For the last two years Hot Docs has been experimenting with ad lib sessions and one of them is The Soap Box where you can rant, shout or just wonder aloud. This year was again hosted by filmmaker and blogger AJ Schnack, and I was selected with a few other speakers, including Peter Wintonick, to speak from the 'pulpit' of the documentary church.

moratorium on about

Ban the word "about"

Peter did a very eloquent plead to ban the word “about” at festivals and documentary forums. What a challenge! How can we talk about our films without that magical word? Why should we even consider banning it?  Well, he had a good argument: "About" leads us straight into content of the film and makes us forget that we are storytellers selling stories, not social workers outlining sets of problems.

It was a wonderful way to remind us that stories, structure, aesthetics, images, sound are the core of our art; but in the process he did mention "about" 58 times – but, hey, who's counting!

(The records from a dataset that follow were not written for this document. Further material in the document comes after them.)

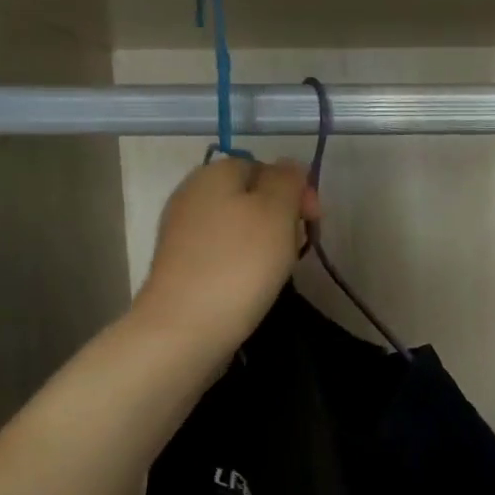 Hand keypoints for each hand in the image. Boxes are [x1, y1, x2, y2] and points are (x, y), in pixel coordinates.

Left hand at [130, 157, 319, 357]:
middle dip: (281, 218)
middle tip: (296, 247)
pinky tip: (252, 285)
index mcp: (214, 173)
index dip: (295, 190)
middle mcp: (192, 195)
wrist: (186, 327)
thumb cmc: (240, 264)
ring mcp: (182, 232)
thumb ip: (288, 180)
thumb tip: (289, 167)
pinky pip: (223, 253)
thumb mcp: (277, 211)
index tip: (313, 221)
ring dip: (264, 243)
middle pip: (250, 197)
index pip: (265, 167)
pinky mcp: (181, 266)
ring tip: (277, 270)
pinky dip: (242, 264)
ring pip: (238, 226)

Lynn took us on a personal journey we'd all like to walk: the meeting of millionaire philanthropists desperate to invest in documentaries with a good cause. It all started with the miracle of Facebook when one day an Indian millionaire got in touch with her, requesting to be a friend and would she accept his invitation to come over to India to stay in a magnificent villa with a private chauffeur in exchange of giving a life inspiring talk to a bunch of girls in Rajasthan. An offer a girl cannot turn down. It all went so well that he is now financing her film and other projects. This is the first strong argument I have heard to convince me that I should join Facebook.

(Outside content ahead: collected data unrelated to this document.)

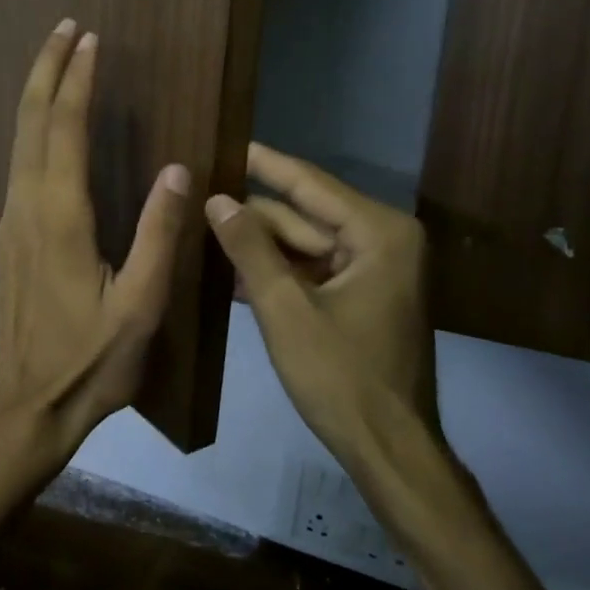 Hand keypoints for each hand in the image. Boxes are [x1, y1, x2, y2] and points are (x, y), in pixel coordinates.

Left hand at [0, 20, 192, 471]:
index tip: (91, 41)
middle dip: (47, 71)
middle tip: (66, 28)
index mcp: (60, 218)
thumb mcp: (141, 304)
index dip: (78, 82)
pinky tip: (46, 126)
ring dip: (36, 95)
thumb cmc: (92, 360)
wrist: (30, 402)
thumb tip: (177, 170)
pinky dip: (32, 129)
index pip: (65, 131)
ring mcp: (10, 222)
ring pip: (18, 142)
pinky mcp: (8, 237)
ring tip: (56, 61)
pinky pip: (18, 165)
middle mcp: (27, 208)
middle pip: (30, 123)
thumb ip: (158, 234)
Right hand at [205, 144, 438, 461]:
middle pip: (305, 216)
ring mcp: (376, 270)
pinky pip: (314, 271)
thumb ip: (250, 249)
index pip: (309, 185)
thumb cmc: (341, 377)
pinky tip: (230, 269)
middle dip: (254, 213)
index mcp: (379, 233)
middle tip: (200, 193)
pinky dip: (278, 273)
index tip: (227, 140)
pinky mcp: (364, 296)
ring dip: (260, 245)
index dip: (264, 164)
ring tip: (203, 227)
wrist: (389, 449)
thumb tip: (216, 199)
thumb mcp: (286, 310)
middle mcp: (384, 240)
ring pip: (306, 245)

And then it was my turn. I had planned to talk seriously about my love and respect for short documentaries but quickly realized that AJ was expecting a lighter mood on this platform. So I started talking about my love for sneezing (shared with my audience after a quick survey around the room). I love the physical sensation that leads to the inevitable sneeze, the attempt to stop it and then, wham!, it happens:  the sensation of relief is next to none. And more often than not you get a “bless you” from your neighbour, acknowledging that shared relief.

Short docs are the prefect sneeze

Well, for me, short docs are the perfect sneeze of the documentary world: something small, perfectly intense which leads to nothing else. I resent short docs being perceived as either a calling card if you are new talent, or as a filler if you are a broadcaster. Scottish Documentary Institute dedicates a lot of its time producing shorts in order to remind the documentary community for the need to be playful and adventurous.  We live in a world that is constantly looking for harmony and resolution – well, short documentaries are a unique space to wrestle contradictions. Short documentaries are a unique form alongside poetry to refute this tyranny of the resolution and explore the power of suggestion of something that is way beyond.

Filmmakers of any age and status should give in more frequently to letting out the perfect sneeze.